## How to complete this task
In your copy, leave out the pictures; write out all the data exactly.
◇ ◇ ◇
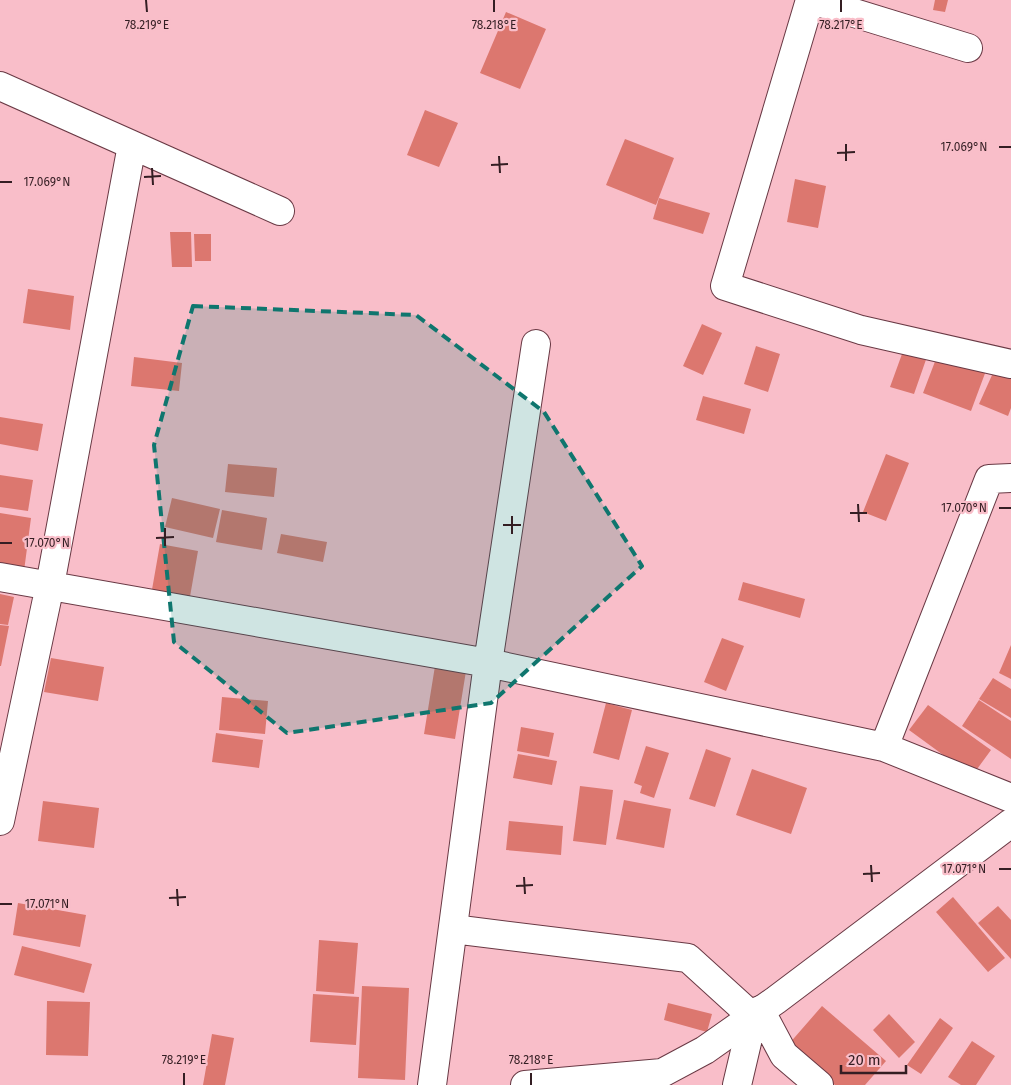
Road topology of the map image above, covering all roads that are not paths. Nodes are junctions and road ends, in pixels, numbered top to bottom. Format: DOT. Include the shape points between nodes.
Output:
graph roads {
  1 [pos="811,0"];
  2 [pos="968,48"];
  3 [pos="0,86"];
  4 [pos="132,145"];
  5 [pos="280,211"];
  6 [pos="536,344"];
  7 [pos="1011,364"];
  8 [pos="1011,478"];
  9 [pos="0,576"];
  10 [pos="50,585"];
  11 [pos="488,664"];
  12 [pos="884,748"];
  13 [pos="1011,798"];
  14 [pos="0,821"];
  15 [pos="1011,823"];
  16 [pos="453,929"];
  17 [pos="756,1013"];
  18 [pos="654,1079"];
  19 [pos="432,1085"];
  20 [pos="525,1085"];
  21 [pos="737,1085"];
  22 [pos="819,1085"];
  1 -- 2 [label="street"];
  1 -- 7 [label="street" via="725,286 861,330"];
  3 -- 4 [label="street"];
  4 -- 5 [label="street"];
  4 -- 10 [label="street"];
  6 -- 11 [label="street"];
  8 -- 12 [label="street" via="989,479"];
  9 -- 10 [label="street"];
  10 -- 11 [label="street"];
  10 -- 14 [label="street"];
  11 -- 12 [label="street"];
  11 -- 16 [label="street"];
  12 -- 13 [label="street"];
  15 -- 17 [label="street"];
  16 -- 17 [label="street" via="688,958"];
  16 -- 19 [label="street"];
  17 -- 18 [label="street" via="704,1050"];
  17 -- 21 [label="street"];
  17 -- 22 [label="street" via="784,1055"];
  18 -- 20 [label="street"];
}
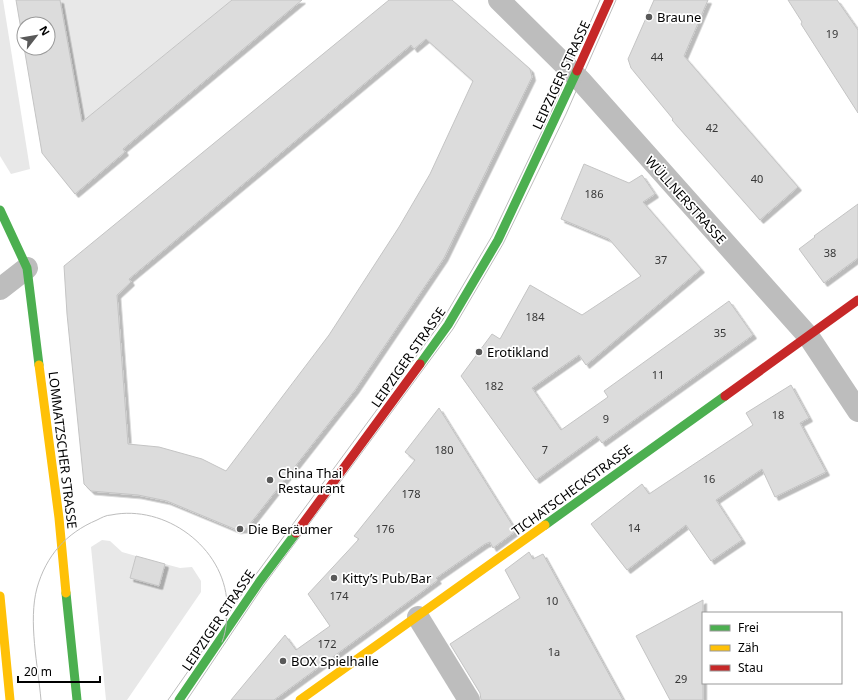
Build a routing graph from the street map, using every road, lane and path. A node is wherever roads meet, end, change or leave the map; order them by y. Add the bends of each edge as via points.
1 (499, 0) edge
2 (609, 0) edge
3 (575, 76) junction
4 (0, 210) edge
5 (27, 268) junction
6 (0, 289) edge
7 (858, 300) edge
8 (809, 337) junction
9 (858, 411) edge
10 (0, 596) edge
11 (418, 617) junction
12 (10, 700) edge
13 (77, 700) edge
14 (179, 700) edge
15 (300, 700) edge
16 (469, 700) edge

1 - 3 street, WÜLLNERSTRASSE
2 - 3 main road, LEIPZIGER STRASSE
3 - 8 street, WÜLLNERSTRASSE
3 - 14 main road, LEIPZIGER STRASSE via 498,240 448,325 260,581
4 - 5 main road, LOMMATZSCHER STRASSE
5 - 6 street
5 - 13 main road, LOMMATZSCHER STRASSE via 59,518
7 - 8 main road, TICHATSCHECKSTRASSE
8 - 9 street, WÜLLNERSTRASSE
8 - 11 main road, TICHATSCHECKSTRASSE
10 - 12 main road
11 - 15 main road, TICHATSCHECKSTRASSE
11 - 16 street

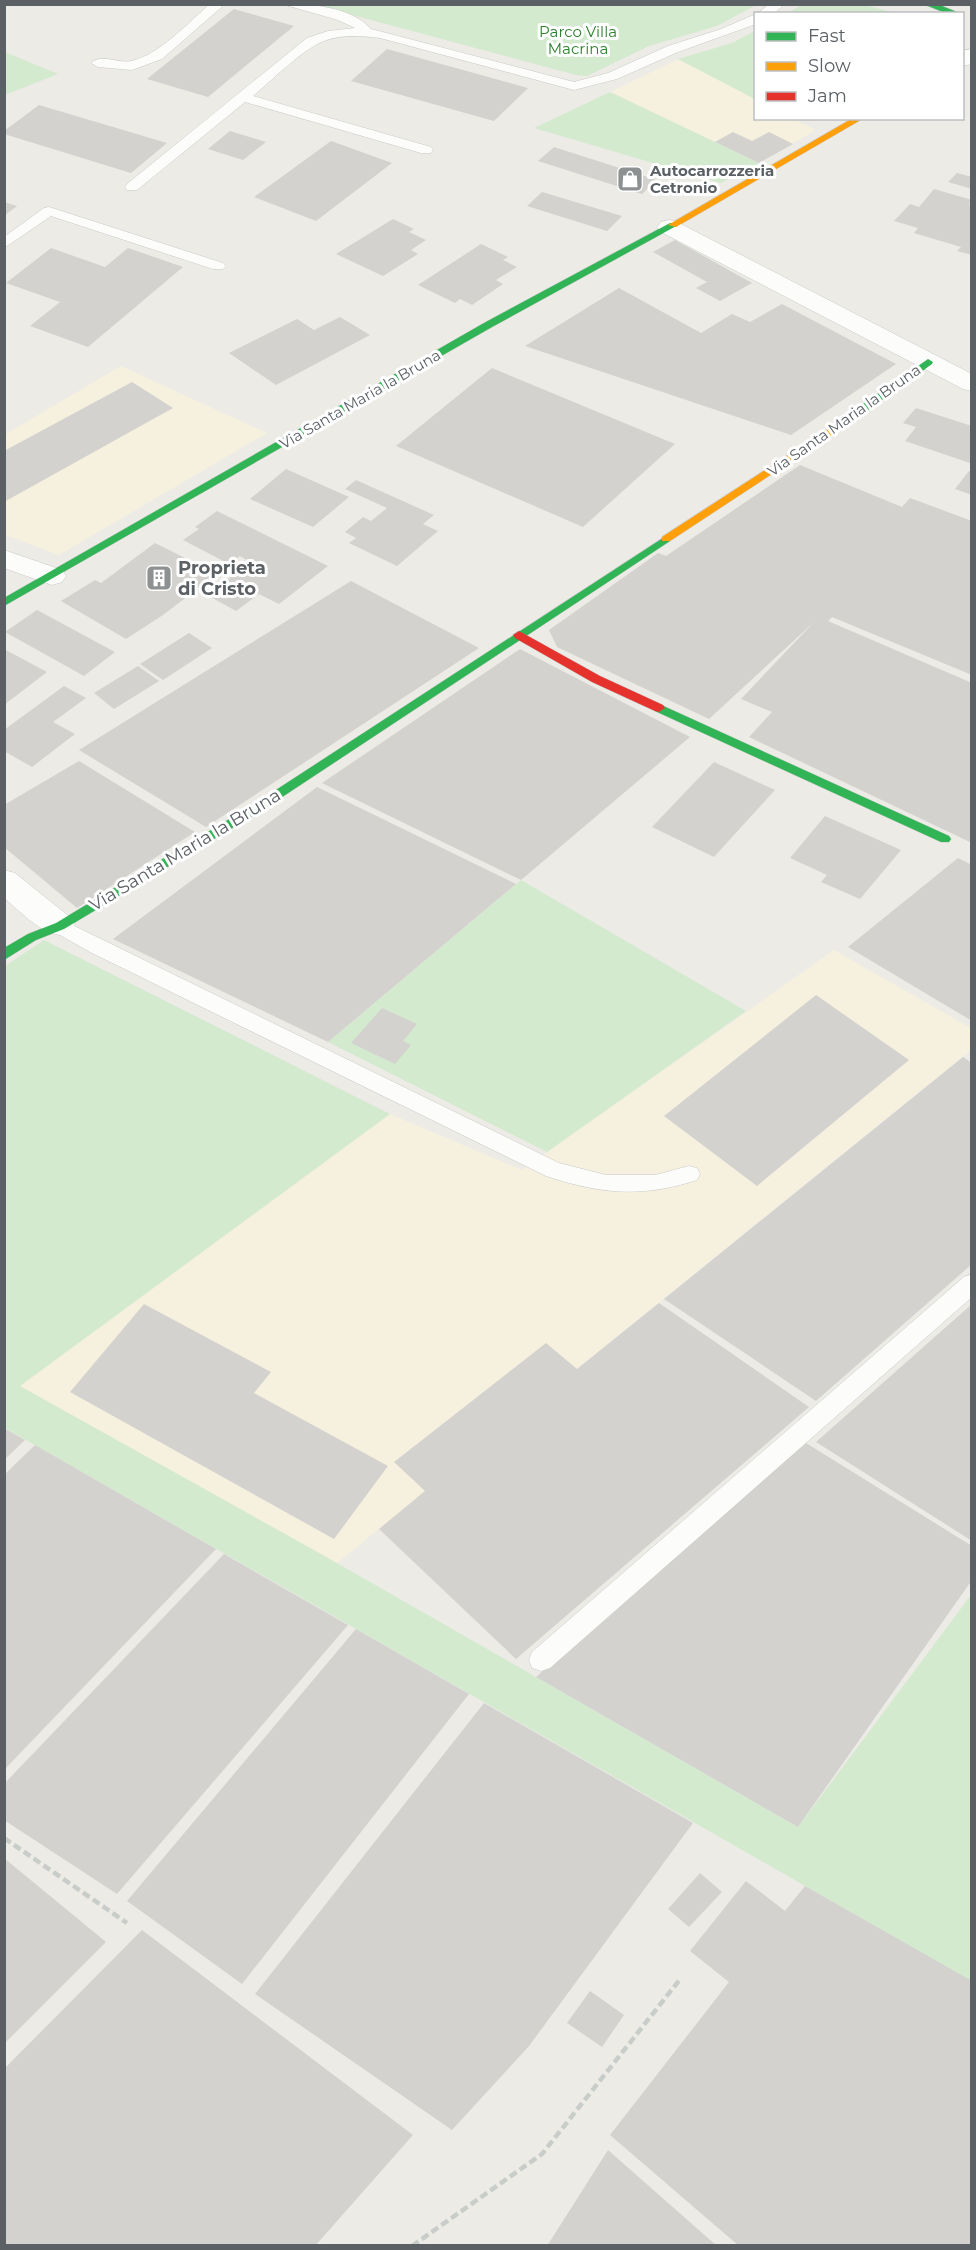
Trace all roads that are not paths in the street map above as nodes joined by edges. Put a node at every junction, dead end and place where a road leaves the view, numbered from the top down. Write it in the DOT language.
graph roads {
  1 [pos="219,4"];
  2 [pos="288,4"];
  3 [pos="927,4"];
  4 [pos="952,12"];
  5 [pos="754,19"];
  6 [pos="366,32"];
  7 [pos="98,63"];
  8 [pos="242,97"];
  9 [pos="856,120"];
  10 [pos="426,150"];
  11 [pos="132,187"];
  12 [pos="669,227"];
  13 [pos="4,244"];
  14 [pos="218,266"];
  15 [pos="928,362"];
  16 [pos="972,384"];
  17 [pos="4,558"];
  18 [pos="52,576"];
  19 [pos="4,603"];
  20 [pos="519,635"];
  21 [pos="945,839"];
  22 [pos="4,881"];
  23 [pos="60,926"];
  24 [pos="4,955"];
  25 [pos="689,1174"];
  26 [pos="972,1283"];
  27 [pos="541,1660"];
  1 -- 7 [label="lane"];
  2 -- 6 [label="lane"];
  3 -- 4 [label="street"];
  5 -- 6 [label="lane"];
  6 -- 8 [label="lane"];
  8 -- 10 [label="lane"];
  8 -- 11 [label="lane"];
  9 -- 12 [label="street, Via Santa Maria la Bruna"];
  12 -- 15 [label="street, Via Santa Maria la Bruna"];
  12 -- 18 [label="street, Via Santa Maria la Bruna"];
  13 -- 14 [label="lane"];
  15 -- 16 [label="street, Via Santa Maria la Bruna"];
  15 -- 20 [label="street, Via Santa Maria la Bruna"];
  17 -- 18 [label="street"];
  18 -- 19 [label="street, Via Santa Maria la Bruna"];
  20 -- 21 [label="street"];
  20 -- 23 [label="street, Via Santa Maria la Bruna"];
  22 -- 23 [label="street"];
  23 -- 24 [label="street, Via Santa Maria la Bruna"];
  23 -- 25 [label="lane"];
  26 -- 27 [label="lane"];
}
◇ ◇ ◇
## Expected answer
Road topology of the map image above, covering all roads that are not paths. Nodes are junctions and road ends, in pixels, numbered top to bottom. Format: DOT. Include the shape points between nodes.
Output:
graph roads {
  1 [pos="811,0"];
  2 [pos="968,48"];
  3 [pos="0,86"];
  4 [pos="132,145"];
  5 [pos="280,211"];
  6 [pos="536,344"];
  7 [pos="1011,364"];
  8 [pos="1011,478"];
  9 [pos="0,576"];
  10 [pos="50,585"];
  11 [pos="488,664"];
  12 [pos="884,748"];
  13 [pos="1011,798"];
  14 [pos="0,821"];
  15 [pos="1011,823"];
  16 [pos="453,929"];
  17 [pos="756,1013"];
  18 [pos="654,1079"];
  19 [pos="432,1085"];
  20 [pos="525,1085"];
  21 [pos="737,1085"];
  22 [pos="819,1085"];
  1 -- 2 [label="street"];
  1 -- 7 [label="street" via="725,286 861,330"];
  3 -- 4 [label="street"];
  4 -- 5 [label="street"];
  4 -- 10 [label="street"];
  6 -- 11 [label="street"];
  8 -- 12 [label="street" via="989,479"];
  9 -- 10 [label="street"];
  10 -- 11 [label="street"];
  10 -- 14 [label="street"];
  11 -- 12 [label="street"];
  11 -- 16 [label="street"];
  12 -- 13 [label="street"];
  15 -- 17 [label="street"];
  16 -- 17 [label="street" via="688,958"];
  16 -- 19 [label="street"];
  17 -- 18 [label="street" via="704,1050"];
  17 -- 21 [label="street"];
  17 -- 22 [label="street" via="784,1055"];
  18 -- 20 [label="street"];
}
Build a routing graph from the street map, using every road, lane and path. A node is wherever roads meet, end, change or leave the map; order them by y. Add the bends of each edge as via points.
1 (499, 0) edge
2 (609, 0) edge
3 (575, 76) junction
4 (0, 210) edge
5 (27, 268) junction
6 (0, 289) edge
7 (858, 300) edge
8 (809, 337) junction
9 (858, 411) edge
10 (0, 596) edge
11 (418, 617) junction
12 (10, 700) edge
13 (77, 700) edge
14 (179, 700) edge
15 (300, 700) edge
16 (469, 700) edge

1 - 3 street, WÜLLNERSTRASSE
2 - 3 main road, LEIPZIGER STRASSE
3 - 8 street, WÜLLNERSTRASSE
3 - 14 main road, LEIPZIGER STRASSE via 498,240 448,325 260,581
4 - 5 main road, LOMMATZSCHER STRASSE
5 - 6 street
5 - 13 main road, LOMMATZSCHER STRASSE via 59,518
7 - 8 main road, TICHATSCHECKSTRASSE
8 - 9 street, WÜLLNERSTRASSE
8 - 11 main road, TICHATSCHECKSTRASSE
10 - 12 main road
11 - 15 main road, TICHATSCHECKSTRASSE
11 - 16 street

Trace all roads that are not paths in the street map above as nodes joined by edges. Put a node at every junction, dead end and place where a road leaves the view, numbered from the top down. Write it in the DOT language.
graph roads {
  1 [pos="219,4"];
  2 [pos="288,4"];
  3 [pos="927,4"];
  4 [pos="952,12"];
  5 [pos="754,19"];
  6 [pos="366,32"];
  7 [pos="98,63"];
  8 [pos="242,97"];
  9 [pos="856,120"];
  10 [pos="426,150"];
  11 [pos="132,187"];
  12 [pos="669,227"];
  13 [pos="4,244"];
  14 [pos="218,266"];
  15 [pos="928,362"];
  16 [pos="972,384"];
  17 [pos="4,558"];
  18 [pos="52,576"];
  19 [pos="4,603"];
  20 [pos="519,635"];
  21 [pos="945,839"];
  22 [pos="4,881"];
  23 [pos="60,926"];
  24 [pos="4,955"];
  25 [pos="689,1174"];
  26 [pos="972,1283"];
  27 [pos="541,1660"];
  1 -- 7 [label="lane"];
  2 -- 6 [label="lane"];
  3 -- 4 [label="street"];
  5 -- 6 [label="lane"];
  6 -- 8 [label="lane"];
  8 -- 10 [label="lane"];
  8 -- 11 [label="lane"];
  9 -- 12 [label="street, Via Santa Maria la Bruna"];
  12 -- 15 [label="street, Via Santa Maria la Bruna"];
  12 -- 18 [label="street, Via Santa Maria la Bruna"];
  13 -- 14 [label="lane"];
  15 -- 16 [label="street, Via Santa Maria la Bruna"];
  15 -- 20 [label="street, Via Santa Maria la Bruna"];
  17 -- 18 [label="street"];
  18 -- 19 [label="street, Via Santa Maria la Bruna"];
  20 -- 21 [label="street"];
  20 -- 23 [label="street, Via Santa Maria la Bruna"];
  22 -- 23 [label="street"];
  23 -- 24 [label="street, Via Santa Maria la Bruna"];
  23 -- 25 [label="lane"];
  26 -- 27 [label="lane"];
}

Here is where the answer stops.